Want to use an iPhone in a country other than the US, or use it in the US without needing to be on a two-year contract with AT&T?

Thanks to new software from Jon Lech Johansen, famous as ‘DVD Jon’, the man that cracked the DVD’s copy protection, you can ‘crack’ the iPhone and ‘activate it’ – but you won’t get phone service from it when you activate it using DVD Jon’s method.

The software and brief instructions are available at Johansen’s blog called ‘So Sue Me’ , in the June 3rd post entitled ‘iPhone Independence Day’ and let you use the iPhone’s web surfing and email features using your Wi-Fi connection, listen to music, watch photos and videos and do everything but make phone calls and surf using an EDGE connection to the Internet.

Naturally, users trying to make phone calls find that it simply doesn’t work, as there is no connection to any cell phone networks without a proper SIM card, activation through AT&T and a valid contract.

Yet predictions that the iPhone would be ‘unlocked’ within one to two weeks are raging online, with the expectation that iPhone users will in theory be able to insert any SIM card from any GSM provider worldwide.

If hackers are successful, it could easily unleash a worldwide frenzy of grey importing as iPod and Apple fans around the world try to get their hands on a iPhone long before their official release in other countries.

But Apple is known to not look upon such activity favorably at all, with the likely outcome being that Apple attempts to block any hacks or cracks through an iTunes and iPhone software update.
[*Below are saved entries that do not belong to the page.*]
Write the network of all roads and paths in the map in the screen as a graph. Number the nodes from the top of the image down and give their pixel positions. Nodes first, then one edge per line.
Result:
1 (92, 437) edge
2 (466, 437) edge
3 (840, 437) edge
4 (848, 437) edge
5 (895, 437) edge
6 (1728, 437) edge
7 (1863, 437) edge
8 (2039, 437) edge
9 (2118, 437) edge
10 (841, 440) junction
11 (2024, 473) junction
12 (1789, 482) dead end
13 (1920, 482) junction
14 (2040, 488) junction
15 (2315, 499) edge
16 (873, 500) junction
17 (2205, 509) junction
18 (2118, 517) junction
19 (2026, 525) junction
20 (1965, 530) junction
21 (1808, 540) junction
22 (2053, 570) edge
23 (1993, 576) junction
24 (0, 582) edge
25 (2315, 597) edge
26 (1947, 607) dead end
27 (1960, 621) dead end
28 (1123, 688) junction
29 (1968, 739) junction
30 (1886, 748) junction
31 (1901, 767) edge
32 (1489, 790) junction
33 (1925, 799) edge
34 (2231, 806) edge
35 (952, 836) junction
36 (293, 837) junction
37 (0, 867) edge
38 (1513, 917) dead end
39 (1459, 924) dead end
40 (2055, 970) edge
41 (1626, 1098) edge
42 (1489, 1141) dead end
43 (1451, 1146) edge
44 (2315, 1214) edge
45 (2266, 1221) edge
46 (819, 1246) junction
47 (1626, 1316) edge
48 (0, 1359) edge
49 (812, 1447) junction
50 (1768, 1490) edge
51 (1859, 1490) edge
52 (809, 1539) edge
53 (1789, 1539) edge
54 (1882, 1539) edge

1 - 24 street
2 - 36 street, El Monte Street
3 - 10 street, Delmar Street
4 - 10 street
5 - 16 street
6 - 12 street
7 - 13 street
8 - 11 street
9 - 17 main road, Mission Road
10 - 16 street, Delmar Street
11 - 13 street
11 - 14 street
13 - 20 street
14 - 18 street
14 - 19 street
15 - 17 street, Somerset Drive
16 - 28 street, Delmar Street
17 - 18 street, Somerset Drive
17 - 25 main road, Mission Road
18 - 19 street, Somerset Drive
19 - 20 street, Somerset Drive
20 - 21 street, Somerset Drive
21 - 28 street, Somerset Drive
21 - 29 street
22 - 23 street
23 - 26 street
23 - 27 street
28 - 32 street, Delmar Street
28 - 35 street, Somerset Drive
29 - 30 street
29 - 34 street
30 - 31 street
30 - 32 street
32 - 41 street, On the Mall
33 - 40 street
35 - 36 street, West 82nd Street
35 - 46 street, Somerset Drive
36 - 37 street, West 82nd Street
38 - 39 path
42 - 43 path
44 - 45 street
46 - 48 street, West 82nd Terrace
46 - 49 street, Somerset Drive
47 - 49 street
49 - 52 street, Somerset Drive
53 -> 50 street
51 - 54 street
This could cause updated iPhones to stop working in other countries, causing grief for overseas iPhone owners and more work for hackers who will need to find new ways to play the cat and mouse game of hack and repair with Apple.

As rumors swirl that an updated 3G iPhone will appear in Europe rather than the existing EDGE model, and with the reviews all generally quite positive, the issue of being able to only buy the iPhone in the US will soon be eliminated as the iPhone starts going on sale worldwide.
But even when that happens, the issue of being able to use an iPhone without needing to have a phone contract will still be officially impossible, even though DVD Jon proves it’s easy.

With the iPhone barely more than a week old, the story and saga of the iPhone’s future is still being written, and what the iPhone’s conditions of use will look like with future versions is unknown.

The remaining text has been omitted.